NU sekarang bisa berperan lebih banyak
Musliim Bersatu - Nahdlatul Ulama telah genap berusia 93 tahun. Tujuh tahun lagi, organisasi yang didirikan oleh Hadratussyekh KH Hasyim Asy’ari ini bakal berusia satu abad. Era Reformasi yang sudah berlangsung 20 tahun membuat demokrasi Indonesia terus berkembang. Lebih terbukanya akses dan kebebasan bersuara di tengah publik memberikan peluang dan tantangan tersendiri bagi NU. Terlebih dengan adanya media sosial, orang-orang semakin lebih mudah menyuarakan pelbagai hal.

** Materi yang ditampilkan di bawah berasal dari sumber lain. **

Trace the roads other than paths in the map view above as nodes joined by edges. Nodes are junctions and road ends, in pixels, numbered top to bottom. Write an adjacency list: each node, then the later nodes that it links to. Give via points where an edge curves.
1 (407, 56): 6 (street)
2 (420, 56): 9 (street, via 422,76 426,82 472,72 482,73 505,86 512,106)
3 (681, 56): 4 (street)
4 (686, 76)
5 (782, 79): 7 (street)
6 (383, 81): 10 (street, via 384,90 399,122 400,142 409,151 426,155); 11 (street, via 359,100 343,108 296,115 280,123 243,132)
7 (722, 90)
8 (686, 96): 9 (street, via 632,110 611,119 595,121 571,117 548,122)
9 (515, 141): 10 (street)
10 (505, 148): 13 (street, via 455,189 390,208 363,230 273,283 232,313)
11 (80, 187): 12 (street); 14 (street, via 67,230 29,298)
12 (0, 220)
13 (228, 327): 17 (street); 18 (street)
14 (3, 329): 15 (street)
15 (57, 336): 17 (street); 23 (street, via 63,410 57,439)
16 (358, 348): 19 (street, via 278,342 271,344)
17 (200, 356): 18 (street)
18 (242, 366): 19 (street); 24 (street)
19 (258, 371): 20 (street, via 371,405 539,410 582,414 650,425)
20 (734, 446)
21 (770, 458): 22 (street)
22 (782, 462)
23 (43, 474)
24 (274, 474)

Tahun 2019 yang menjadi perhelatan akbar politik Indonesia dengan adanya Pemilu juga memberi warna lain. Orang-orang dengan berbagai latar belakang organisasi dan ideologi berebut untuk dapat mengambil peran di tengah bangsa yang multiragam ini. Tak terkecuali Nahdliyin.
Kontributor NU Online Syakir NF berhasil menemui Guru Besar UIN Sunan Kalijaga Yogyakarta Prof Muhammad Machasin saat Konsolidasi Organisasi Jelang Satu Abad NU yang digelar di Jakarta Convention Center, Senayan, Jakarta, pada Kamis (31/1).

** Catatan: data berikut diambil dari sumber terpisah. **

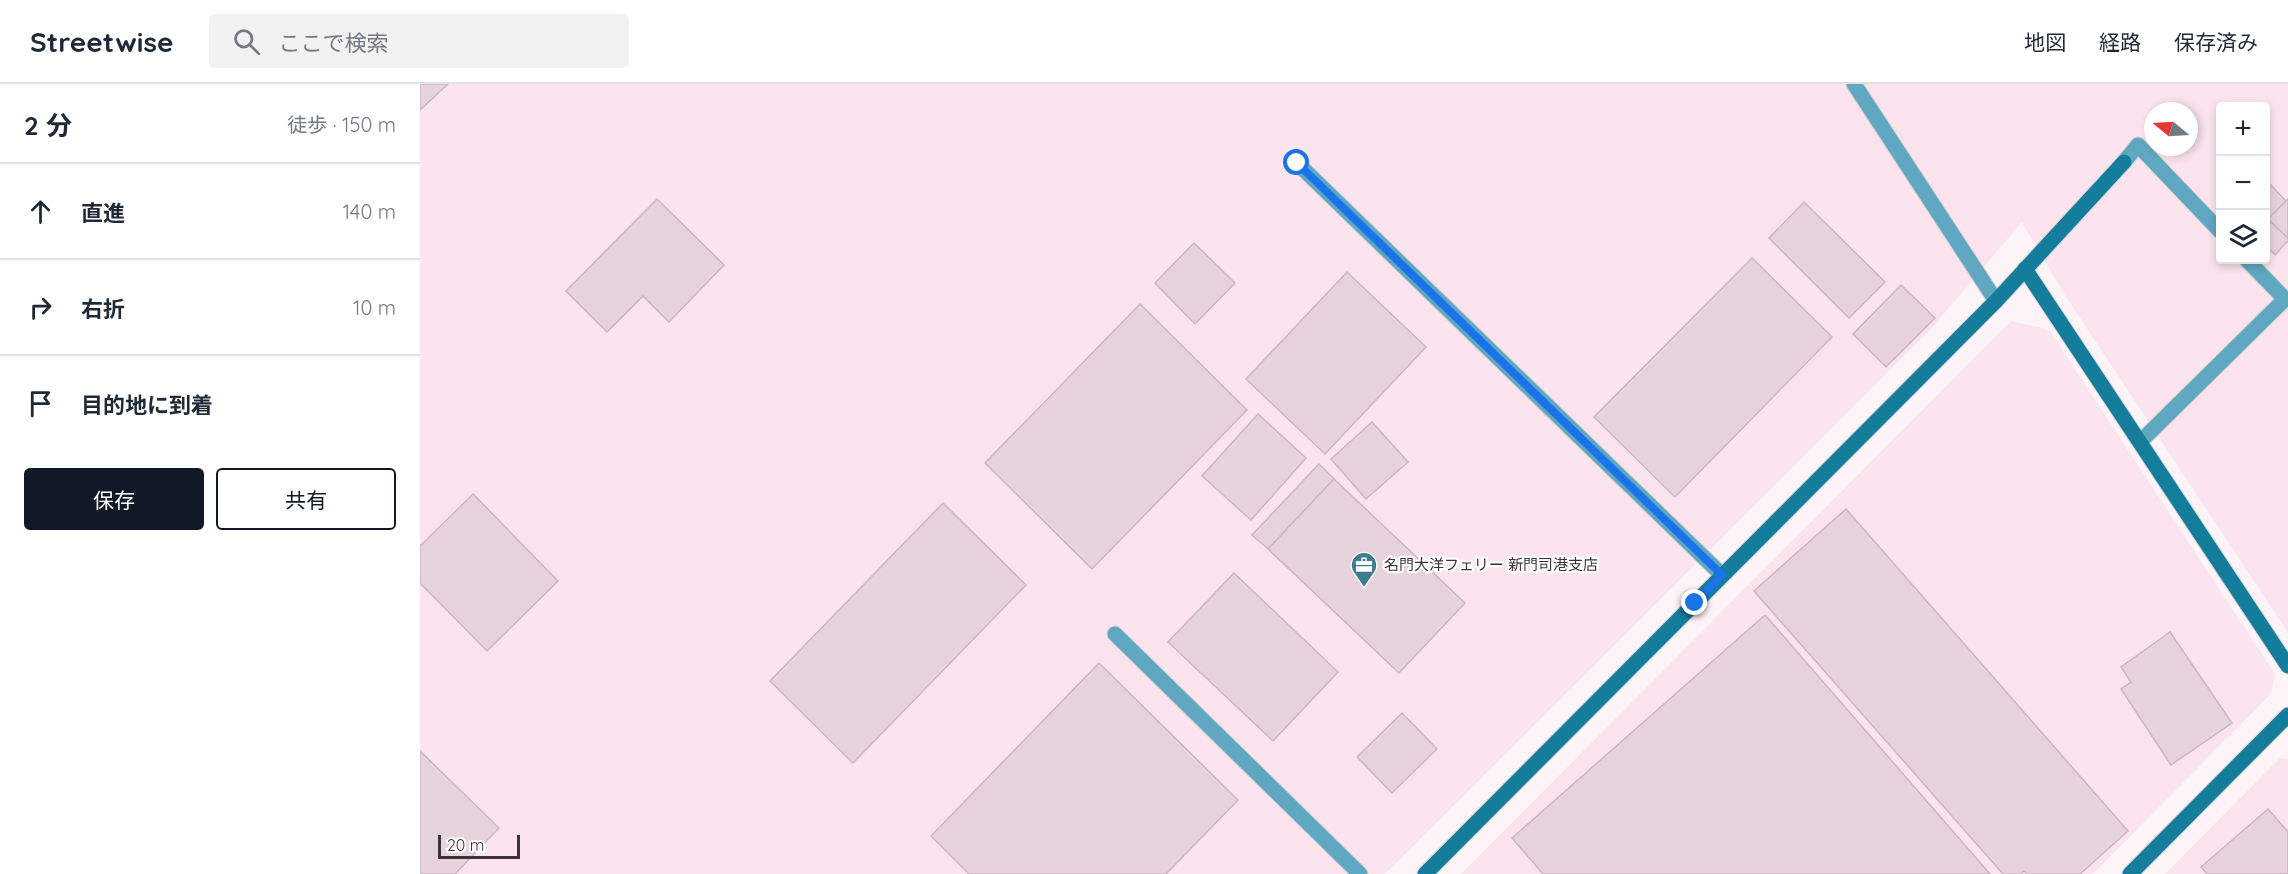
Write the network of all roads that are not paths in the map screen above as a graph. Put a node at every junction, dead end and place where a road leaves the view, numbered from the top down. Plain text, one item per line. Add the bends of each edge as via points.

Bagaimana Prof Machasin melihat NU saat ini?
NU karena jumlah anggotanya yang banyak dalam sistem demokrasi ini menjadi seksi untuk dimanfaatkan suaranya. Tetapi, NU juga tidak mudah ditarik-tarik. Dibandingkan zaman Orde Lama dan Orde Baru, NU jauh lebih berperan sekarang. Dulu berperan, tetapi karena suasana sosial, politik, dan budayanya membuat NU belum bisa berperan besar. Tetapi beberapa tokoh NU berperan besar, ada Kiai Wahab, Kiai Saifuddin Zuhri dan lain-lain.
Kenapa sekarang bisa berperan lebih besar?
Sekarang NU sudah banyak orang yang terpelajar. Mereka mempunyai skill menangani hal-hal di luar agama. Maka sekarang, NU lebih berpotensi untuk bisa berbuat lebih besar untuk kepentingan bangsa.
Memang masih terserak-serak. Kadang-kadang terdengar pikiran yang berbeda, omongan yang miring, ya itu dinamika saja karena NU kan lebih banyak orang yang amal ibadahnya mirip-mirip. Kalau kita lihat orang-orangnya, kita bisa lebih memberikan harapan.
Lalu apa tantangan NU saat ini?
Tantangan yang pokok menurut saya adalah pembinaan ke dalam. Ke luar, orang akan mencari. Tapi ke dalam, apa yang membuat kita ini NU. Ini sebetulnya yang perlu ditanya. Sebagian orang mungkin sudah tahu seperti memperkuat wasathiyah dan sebagainya. Tapi sebenarnya lebih dari itu. Di dalam NU, ada yang melihat ke-NU-annya itu dari ibadah, seperti qunut, tarawih 20 rakaat. Saya kira itu sudah tidak cukup lagi untuk mengatakan siapa orang NU.
Mestinya bagaimana, Prof?
Mungkin perlu dirumuskan dengan baik. NU dalam beragama itu cukup lentur. Tidak mudah mengatakan bid'ah, haram, bisa toleran terhadap orang yang berbeda, percaya pada proses, tidak mengatakan ini salah dan seterusnya. Walaupun ada orang NU yang tipenya berbeda, mengatakan ini salah dan sebagainya. Tapi umumnya orang NU itu adalah moderat di dalam beragama. Ini yang perlu dirumuskan lebih baik karena moderasi itu berkembang, tergantung suasananya. Di tempat yang banyak sekali beribadah, mungkin moderasinya berubah. Mungkin di tempat lain yang pilihannya pada pluralistik mungkin berbeda lagi.
Apa harapan Prof terhadap NU ke depan?
Sulit rasanya mengatakan harapan karena saya juga terlibat di dalamnya. Tapi ya seharusnya NU bisa berperan lebih banyak. Bagaimana NU bisa memegang kembali peran penyampai Islam kepada masyarakat banyak. Jangan sampai NU terlalu pinggir. Kita harus berebut ke tengah dan menyampaikan pesan ke-NU-an.